# Importing the libraries

In [None]:
import nltk
from nltk.corpus import brown

import spacy
from spacy.tokens import Doc
import matplotlib.pyplot as plt

import numpy as np

nlp = spacy.load('en')
nltk.download('brown')
nltk.download('universal_tagset')

!pip install sklearn-crfsuite

import sklearn
import sklearn_crfsuite

from sklearn_crfsuite import metrics

from sklearn.model_selection import train_test_split

import tensorflow.keras as keras
from keras.models import Model

from sklearn.metrics.pairwise import cosine_similarity

import scipy.spatial.distance as distance

!pip install -q annoy

import annoy

[nltk_data] Downloading package brown to /root/nltk_data...
[nltk_data]   Package brown is already up-to-date!
[nltk_data] Downloading package universal_tagset to /root/nltk_data...
[nltk_data]   Package universal_tagset is already up-to-date!


In [None]:
words = brown.words()
sentences = brown.sents()

# Assign unique ids to each word

For this task all the words should be mapped to unique indices
indices start from 1 ( 0 is reserved for padding )

In [None]:
def Assign_ids(words_list):
  words_list = list(dict.fromkeys(words_list))
  return {k: v+1 for v, k in enumerate(words_list)}

In [None]:
ids = Assign_ids(words)

In [None]:
key_min = min(ids.keys(), key=(lambda k: ids[k]))
ids[key_min]

1

## Global Variables

In [None]:

################

MAX_INPUT_SIZE=10
NUM_WORDS = len(ids)

################

# String to IDs function

This function is responsible for transforming a sentence(spacy document to be precise) to a pair of lists of IDs. The first list represents the sentence without the last word, the second one represents it without the first word.

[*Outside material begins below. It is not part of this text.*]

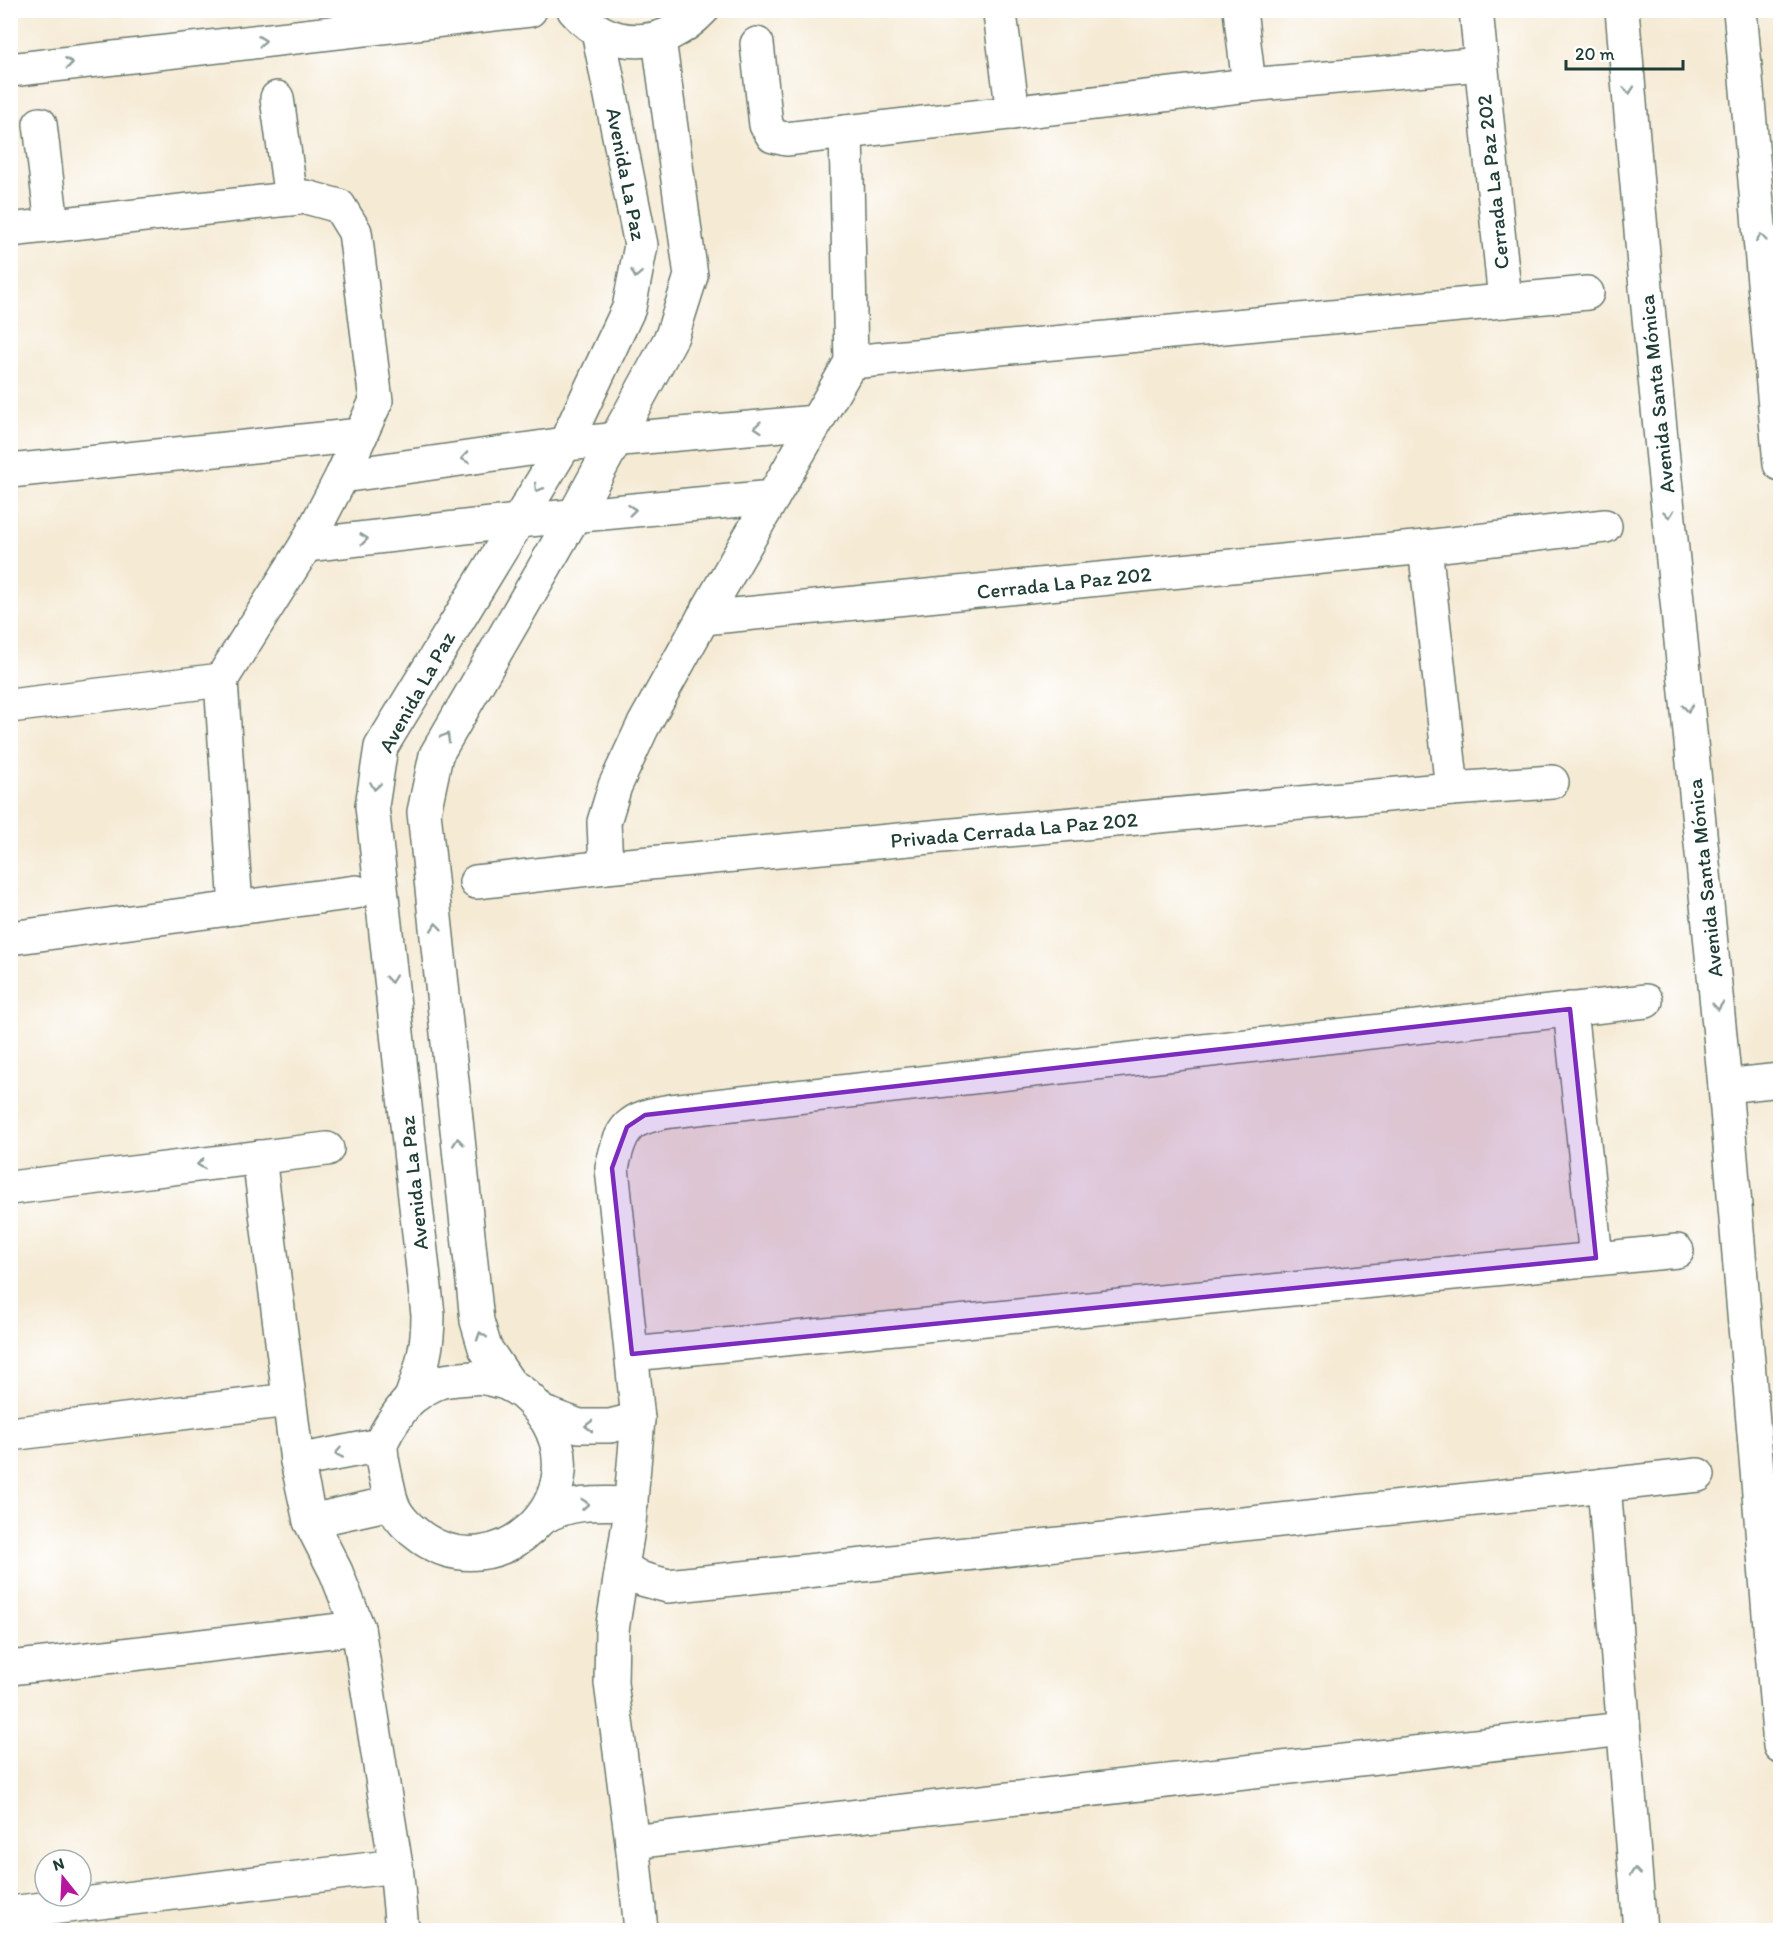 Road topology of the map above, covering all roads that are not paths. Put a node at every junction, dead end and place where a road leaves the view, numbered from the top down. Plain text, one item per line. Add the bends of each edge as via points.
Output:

Before returning the result, padding/trimming should be applied to get uniform shapes.

In [None]:
def string_to_model_input(sentence): 
 
  X=[]
  Y=[]
  for token in sentence:
    X.append(ids[str(token)])
    Y.append(ids[str(token)])

  X.pop(len(X)-1)
  Y.pop(0)

  #padding
  X = (X + [0] * MAX_INPUT_SIZE)[:MAX_INPUT_SIZE]
  Y = (Y + [0] * MAX_INPUT_SIZE)[:MAX_INPUT_SIZE]

  return (X,Y)

In [None]:
string_to_model_input(sentences[0])

([1, 2, 3, 4, 5, 6, 7, 8, 9, 10], [2, 3, 4, 5, 6, 7, 8, 9, 10, 11])




# Runnig the string_to_model_input function on the sentences

In [None]:
X = [ string_to_model_input(sentence)[0] for sentence in sentences ]
Y = [ string_to_model_input(sentence)[1] for sentence in sentences ]

# Building the model

This function is for building the language model. It is an LSTM model with an Embedding layer for dimentionality reduction and embedding the corpus. 

The result of the prediction will be a matrix with dimention (MAX_INPUT_SIZE, 1, NUM_WORDS).

In [None]:
def build_model():

  # build network topology
  model = keras.Sequential()
  model.add(keras.layers.Embedding(NUM_WORDS, 10 , input_length=MAX_INPUT_SIZE )) 
  model.add(keras.layers.LSTM( 150 , return_sequences= True )) 
  model.add(keras.layers.LSTM( 100 , return_sequences= True, name = 'target')) 
  model.add(keras.layers.Dense(NUM_WORDS, activation= "softmax" ))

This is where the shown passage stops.